The BoB’s director of financial markets, Lesego Moseki told Mmegi at the time that Cabinet had been briefed on the need for policies to ringfence the reserves.

“Given the rate at which our reserves are going down and given that one of the objectives of reserves management is to save them for future generations, at the briefing for Cabinet, we said we should manage them in such a way that our future generations do not curse us for not managing them well.

“We must look at a framework that will allow us to ringfence some of those reserves to protect them from consistent withdrawals.

“We will need to design some framework around that.”

Consistent withdrawals have plagued the Pula Fund. In September 2012, the BoB moved P21 billion out of the Fund in order to lift the country’s import cover to the required six month level. This was due to enduring weaknesses in exports from the 2008 global financial crisis, while the countercyclical spending of those years meant imports were rising, eroding the portion of the foreign reserves set aside for short term requirements.

In December 2018, the BoB moved P11.8 billion from the Pula Fund to support transactional needs in the economy after a period of “sustained net outflows”.

Government, meanwhile, has also dipped frequently into its portion of the Pula Fund, known as the Government Investment Account (GIA), a key fiscal buffer. During 2020, COVID-19 spending saw the GIA drop to a historic low of about P3 billion before recovering to a post-pandemic high of P18.6 billion last April helped by the strong diamond rebound in 2022.

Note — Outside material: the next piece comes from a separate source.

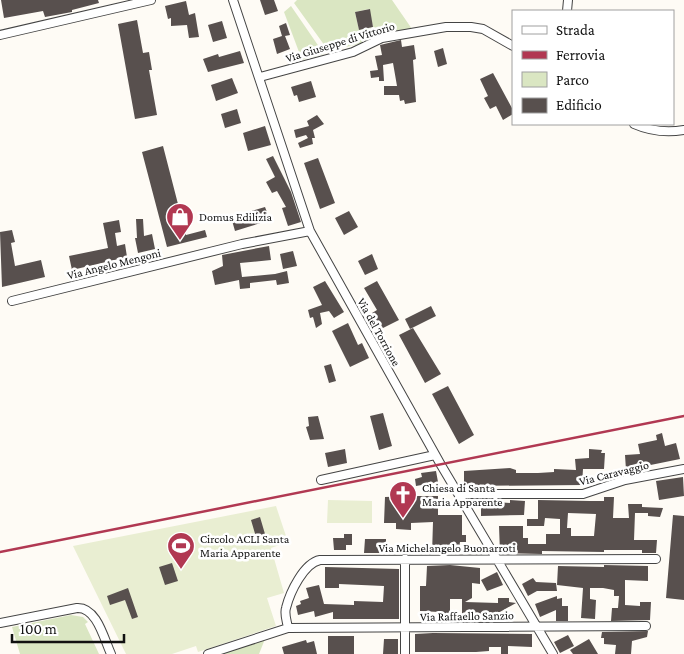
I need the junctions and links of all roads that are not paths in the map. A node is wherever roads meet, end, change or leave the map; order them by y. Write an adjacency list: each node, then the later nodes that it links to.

Since then, the GIA has been sliding due to higher budget spending, reaching a post-COVID low of P5.2 billion in April 2024.

BoB annual report data shows that last year, government withdrew a net of about P6 billion from the GIA, leaving the balance by December at P8.3 billion.

The BoB, in the latest annual report, says the Pula Fund has actually not been operating as a sovereign wealth fund and is in need of reconfiguration.

“It is recognised that although commonly referred to as a Fund for future generations, the current

Pula Fund is primarily an ‘overflow’ or ‘residual’ account for surplus reserves, subject to short-term trade and capital account fluctuations,” executives said.

“Therefore, as indicated above, it is considered prudent to, going forward, maintain two distinct components of the foreign exchange reserves.

“Thus, a liquidity portfolio of the foreign exchange reserves to support ongoing needs of the economy for the foreign exchange, to anchor the exchange rate policy and to afford short-term economic stabilisation.

“Second, a ring-fenced Pula Fund for capital preservation and to enable organic growth through reinvestment of returns.”

Thus far in the debate on ring-fencing, officials at the Finance Ministry have not spoken out publicly. With narrowing fiscal space this year and a deepening diamond downturn that appears to have turned structural rather than cyclical, the “IN” pile on the desks of Ministry authorities is rising.